Capítulo Cento e Oito: O Acampamento dos Gênios
A floresta de bambus era densa e impregnada de energia espiritual. Entre as fendas das rochas, ervas medicinais antigas lançavam raízes. O local era sereno, servindo como moradia para os discípulos recém-ingressos.
Contudo, ao chegarem, aquele grupo de talentos não pôde evitar franzir a testa. Comparado às suas terras espirituais de origem, aquele lugar parecia pobre e a concentração de energia espiritual era insuficiente. Especialmente aquelas montanhas rochosas, áridas e desprovidas de vegetação nobre ou auras auspiciosas; seus locais de residência eram vastamente superiores, permitindo que a velocidade de cultivo fosse multiplicada.
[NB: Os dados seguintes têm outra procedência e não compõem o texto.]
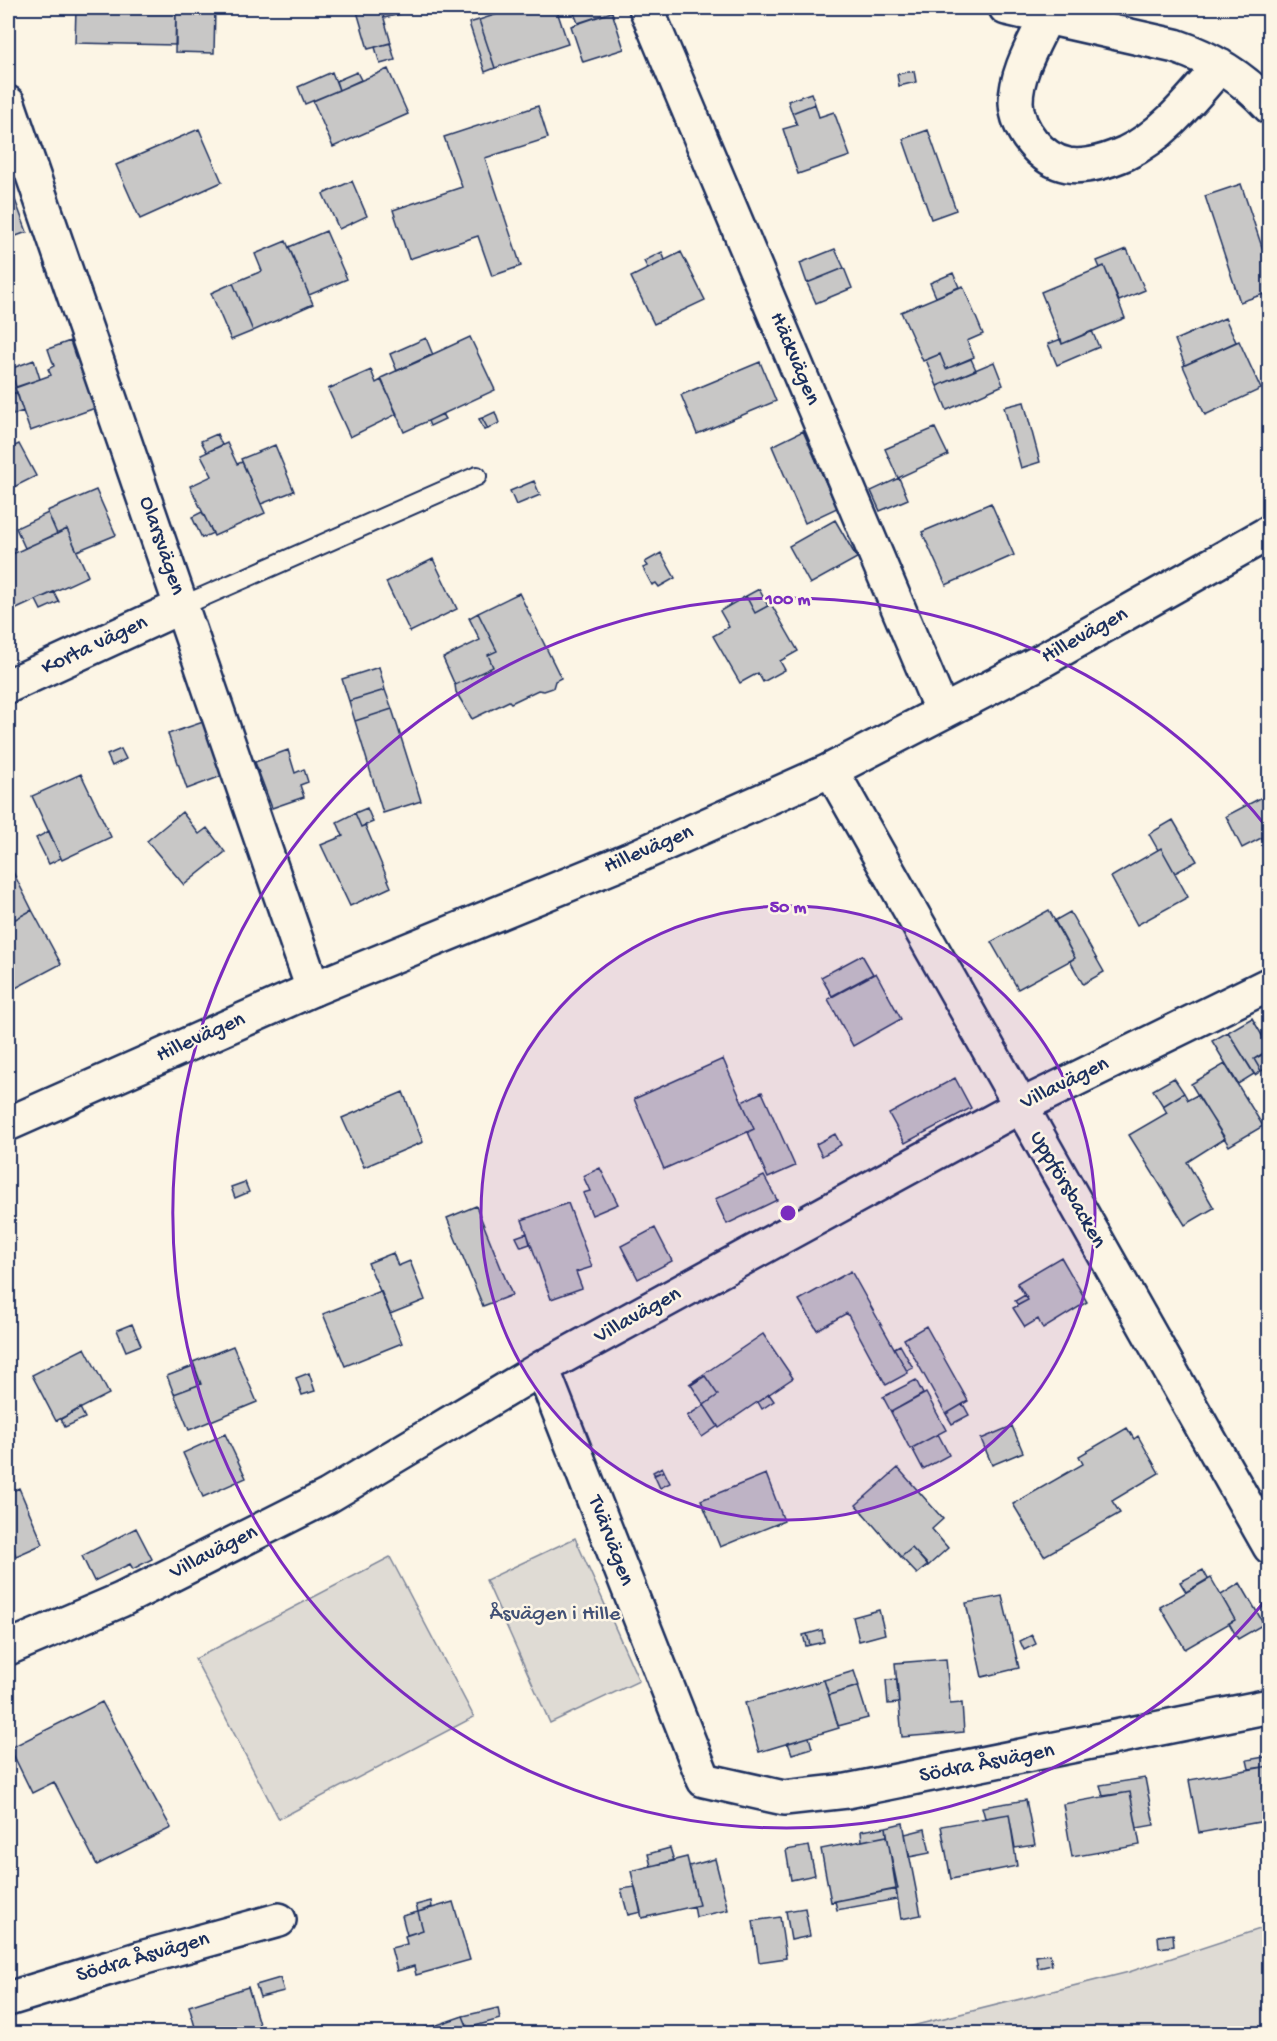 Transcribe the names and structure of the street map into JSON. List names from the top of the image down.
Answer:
{
  "streets": {
    "street": [
      "Häckvägen",
      "Olarsvägen",
      "Hillevägen",
      "Korta vägen",
      "Villavägen",
      "Uppförsbacken",
      "Tvärvägen",
      "Södra Åsvägen"
    ]
  },
  "crossings": [
    ["Häckvägen", "Hillevägen"],
    ["Olarsvägen", "Hillevägen"],
    ["Olarsvägen", "Korta vägen"],
    ["Hillevägen", "Uppförsbacken"],
    ["Villavägen", "Uppförsbacken"],
    ["Villavägen", "Tvärvägen"],
    ["Tvärvägen", "Södra Åsvägen"]
  ],
  "parks": ["Åsvägen i Hille"],
  "rings": ["100 m", "50 m"]
} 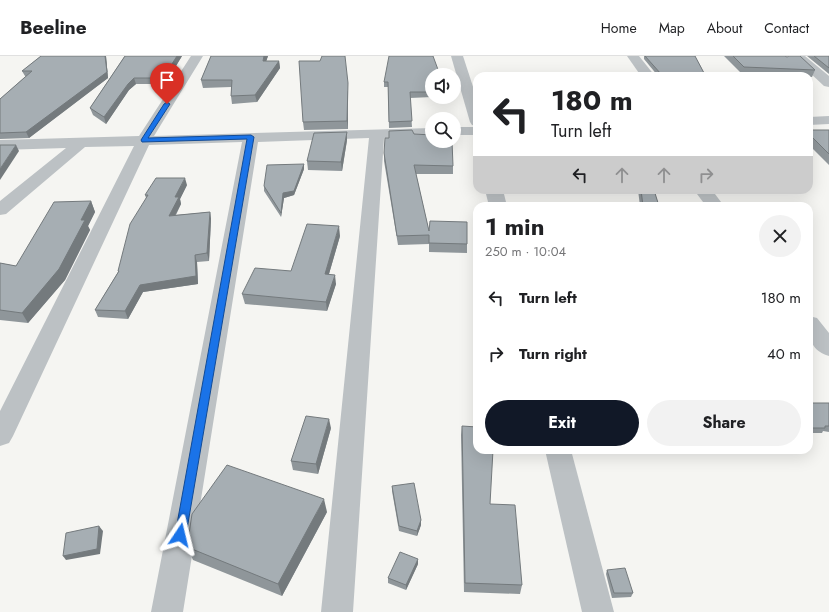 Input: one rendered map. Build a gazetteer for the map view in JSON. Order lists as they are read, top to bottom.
{
  "page": {
    "header": "Beeline",
    "nav": [
      "Home",
      "Map",
      "About",
      "Contact"
    ],
    "turn": ["180 m", "Turn left"],
    "heading": ["1 min", "250 m · 10:04"],
    "list": [
      {
        "name": "Turn left",
        "value": "180 m"
      },
      {
        "name": "Turn right",
        "value": "40 m"
      }
    ],
    "buttons": ["Exit", "Share"]
  }
} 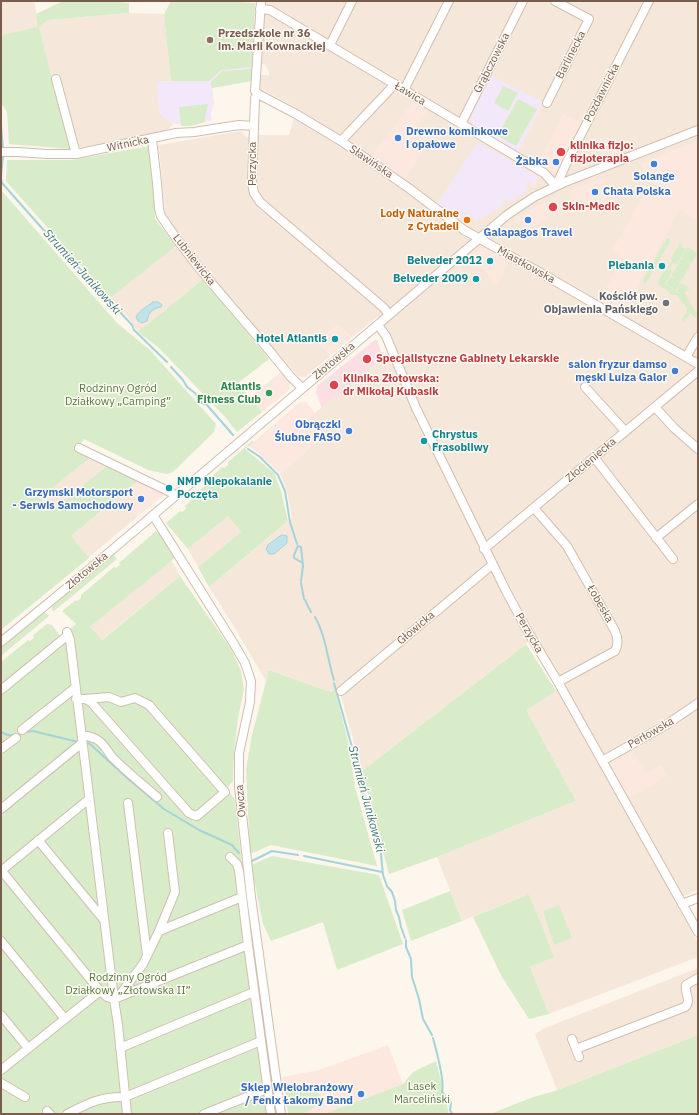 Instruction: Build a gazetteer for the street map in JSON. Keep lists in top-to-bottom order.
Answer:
{
  "streets": {
    "street": [
      "Barlinecka",
      "Grąbczowska",
      "Pozdawnicka",
      "Ławica",
      "Witnicka",
      "Sławińska",
      "Perzycka",
      "Lubniewicka",
      "Miastkowska",
      "Złotowska",
      "Złocieniecka",
      "Łobeska",
      "Głowicka",
      "Perłowska",
      "Owcza"
    ]
  },
  "crossings": [
    ["Grąbczowska", "Ławica"],
    ["Pozdawnicka", "Ławica"],
    ["Pozdawnicka", "Złotowska"],
    ["Ławica", "Perzycka"],
    ["Ławica", "Złotowska"],
    ["Witnicka", "Perzycka"],
    ["Witnicka", "Lubniewicka"],
    ["Sławińska", "Perzycka"],
    ["Sławińska", "Miastkowska"],
    ["Sławińska", "Złotowska"],
    ["Perzycka", "Złotowska"],
    ["Perzycka", "Złocieniecka"],
    ["Perzycka", "Łobeska"],
    ["Perzycka", "Głowicka"],
    ["Perzycka", "Perłowska"],
    ["Lubniewicka", "Złotowska"],
    ["Miastkowska", "Złotowska"],
    ["Złotowska", "Owcza"],
    ["Złocieniecka", "Łobeska"]
  ],
  "water": ["Strumień Junikowski"],
  "parks": ["Rodzinny Ogród Działkowy „Camping”", "Rodzinny Ogród Działkowy „Złotowska II”", "Lasek Marceliński"],
  "places": [
    "Przedszkole nr 36 im. Marii Kownackiej",
    "Drewno kominkowe i opałowe",
    "klinika fizjo: fizjoterapia",
    "Żabka",
    "Solange",
    "Chata Polska",
    "Skin-Medic",
    "Lody Naturalne z Cytadeli",
    "Galapagos Travel",
    "Belveder 2012",
    "Plebania",
    "Belveder 2009",
    "Kościół pw. Objawienia Pańskiego",
    "Hotel Atlantis",
    "Specjalistyczne Gabinety Lekarskie",
    "salon fryzur damso męski Luiza Galor",
    "Klinika Złotowska: dr Mikołaj Kubasik",
    "Atlantis Fitness Club",
    "Obrączki Ślubne FASO",
    "Chrystus Frasobliwy",
    "NMP Niepokalanie Poczęta",
    "Grzymski Motorsport - Serwis Samochodowy",
    "Sklep Wielobranżowy / Fenix Łakomy Band"
  ]
}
Naquele momento, todos se alertaram secretamente: não podiam, de modo algum, ser eliminados do acampamento de talentos. As condições externas eram "árduas" demais. Comparando os dois cenários, percebiam o quanto a seita era generosa com aquele grupo de gênios.
— Prezados irmãos, viemos aqui para trocar conhecimentos, não devemos prejudicar a harmonia — disse um dos talentos com um sorriso que irradiava a calorosa luz do sol.
Todos concordaram. Ele vestia trajes brancos e era alto, aparentando ter catorze ou quinze anos. Embora fosse um rapaz, possuía uma elegância notável, digna de ser descrita como "jade refinada". Ele continuou:
— O cultivo tem suas etapas, mas não há distinção de valor. Somos irmãos da mesma seita e devemos nos apoiar mutuamente.
Tamanha modéstia conquistou a simpatia de todos, especialmente por se tratar de um talento entre os melhores.
— Como devemos chamá-lo, irmão? — perguntou um novo discípulo.
— O irmão de branco é tão elegante! — muitas jovens observavam com um brilho especial nos olhos.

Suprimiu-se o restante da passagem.